He’s from Barcelona
The death of actor Andrew Sachs this week will be particularly resonant to anyone who grew up in the pre-cable age, when British comedy ruled the waves.
Manuel, one of the four iconic and beloved characters in Fawlty Towers, was the hapless Spanish waiter whose confused English belied a pure heart, considerable wit and a towering human grace. The cocktail made him not just hilariously funny, but somehow poignant too.
The underlying joke that made Manuel’s character so intrinsic to Fawlty Towers was not that he appeared dumb, but rather that his employer, Basil, was cheap. Manuel was hired off the boat because Mr Fawlty was too tight to pay for someone who actually could speak English.
‘He’s from Barcelona’ was the perennial explanation from the condescending, myopic Basil and Sybil, and all to great laughter.

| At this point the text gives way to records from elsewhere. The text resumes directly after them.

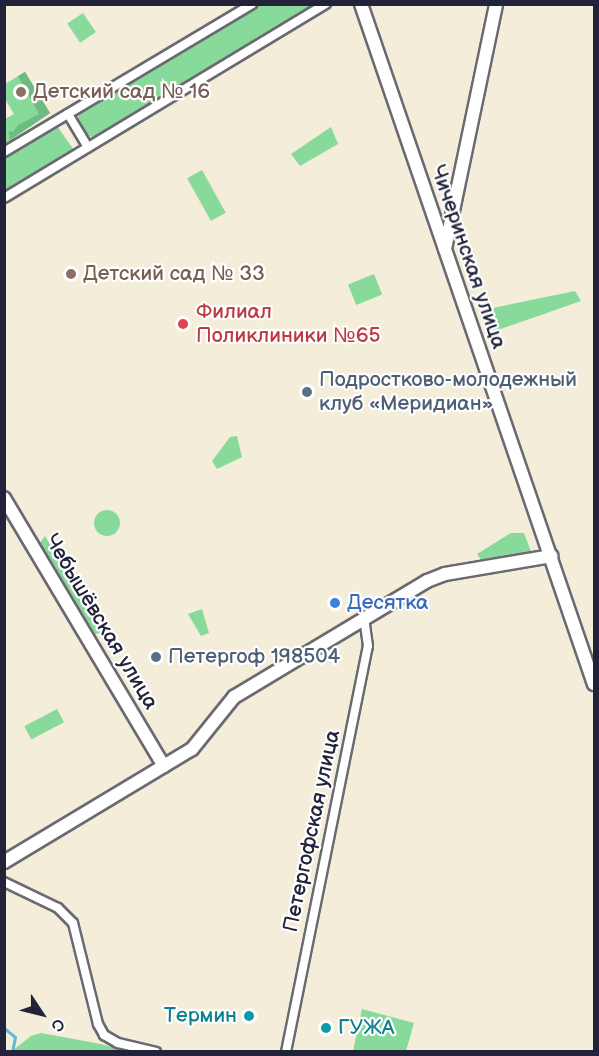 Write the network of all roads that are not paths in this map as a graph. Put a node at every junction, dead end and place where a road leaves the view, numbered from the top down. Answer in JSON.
{"nodes":[{"id":1,"x":252,"y":4,"type":"edge"},
{"id":2,"x":326,"y":4,"type":"edge"},
{"id":3,"x":361,"y":4,"type":"edge"},
{"id":4,"x":496,"y":4,"type":"edge"},
{"id":5,"x":68,"y":114,"type":"junction"},
{"id":6,"x":88,"y":147,"type":"junction"},
{"id":7,"x":4,"y":152,"type":"edge"},
{"id":8,"x":4,"y":198,"type":"edge"},
{"id":9,"x":445,"y":249,"type":"junction"},
{"id":10,"x":4,"y":498,"type":"edge"},
{"id":11,"x":551,"y":555,"type":"junction"},
{"id":12,"x":364,"y":618,"type":"junction"},
{"id":13,"x":594,"y":684,"type":"edge"},
{"id":14,"x":164,"y":766,"type":"junction"},
{"id":15,"x":4,"y":862,"type":"edge"},
{"id":16,"x":4,"y":882,"type":"edge"},
{"id":17,"x":156,"y":1052,"type":"edge"},
{"id":18,"x":286,"y":1052,"type":"edge"}],
"edges":[{"from":1,"to":5,"type":"street"},
{"from":2,"to":6,"type":"street"},
{"from":3,"to":9,"type":"street","name":"Чичеринская улица"},
{"from":4,"to":9,"type":"street"},
{"from":5,"to":6,"type":"street"},
{"from":5,"to":7,"type":"street"},
{"from":6,"to":8,"type":"street"},
{"from":9,"to":11,"type":"street","name":"Чичеринская улица"},
{"from":10,"to":14,"type":"street","name":"Чебышёвская улица"},
{"from":11,"to":12,"type":"street"},
{"from":11,"to":13,"type":"street","name":"Чичеринская улица"},
{"from":12,"to":14,"type":"street"},
{"from":12,"to":18,"type":"street","name":"Петергофская улица"},
{"from":14,"to":15,"type":"street"},
{"from":16,"to":17,"type":"street"}]}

Fawlty Towers was a farce of divine proportion; a piece of writing so perfectly attuned that the change of any single word would lead to diminishment. The four farceurs were delicious not just because they made us belly laugh, but because a truth lay underneath the exaggeration.
It was comedy from another time, and Sachs’ death is a cause of sadness. And besides looking at re-runs of Fawlty Towers (I saw The Anniversary on Netflix last night, which is perhaps my second favourite of the 12 episodes), I began to think also about how Barcelona has changed in the last 40 years.
Fawlty Towers first aired in September 1975. Franco died in November of the same year. Manuel’s character emerged from a poor and despotic Spain, seen through the gauze of British cliché. It was normal, though not necessarily smart, to see Spain as a conglomeration of incompetents, embroiled in a failing system. The country, in the 1970s, was targeted as a high-rise sun destination, attracting tourism which offered little interest in Spain’s native culture. Indeed, I do not believe that the word ‘Catalonia’ was uttered once in Fawlty Towers. And Manuel certainly never spoke Catalan. That would ruin the fun, and the point.
And then time moved on. They buried Franco. They brought back the King.
And then Barcelona bid for the summer Olympics, and won. In 1992, the city itself was the undisputed medal winner, par excellence.
In one sweep of two weeks, it set aside the pall of fascism, the dominance of Madrid, the uniformity of Spain, and declared Barcelona a unique Iberian idea with its own style and message. Freddie Mercury and Montserrat Caballé helped out, with their explosive duet which channeled the drama, camp welcome and beauty of this city by the sea. Barcelona was reborn. To this day, I cannot think of the capital of Catalunya without bursting into song: ‘Barceloooooona!’
And then time moved on again.
Just last week, I caught the tail end of an AirBnB story which struck me as a quiet milestone. The authorities in Barcelona are fining the internet accommodation giant for offering too many of the city’s dwellings on short rentals at too high a price. They claim the result is the ‘over-tourist-ifacation’ of their city, and an effective tax on the price of accommodation for the city’s natives. The campaign by residents to drive drunken tourism from the city limits (‘Fora tourisme de borratxera!’) has found its enemy.
Churn and change.
Europe’s poster girl of all-embracing tourism, which began as Franco’s life ebbed away, and flowered with the help of 1990s Olympians, has reached another point of reckoning and possible reinvention.
Andrew Sachs, himself a child refugee from Hitler’s Berlin, was well placed to appreciate the sweep of such history and change. And to appreciate the power of comedy to capture, for the ages, a truth which might otherwise be lost among the ruins of progress.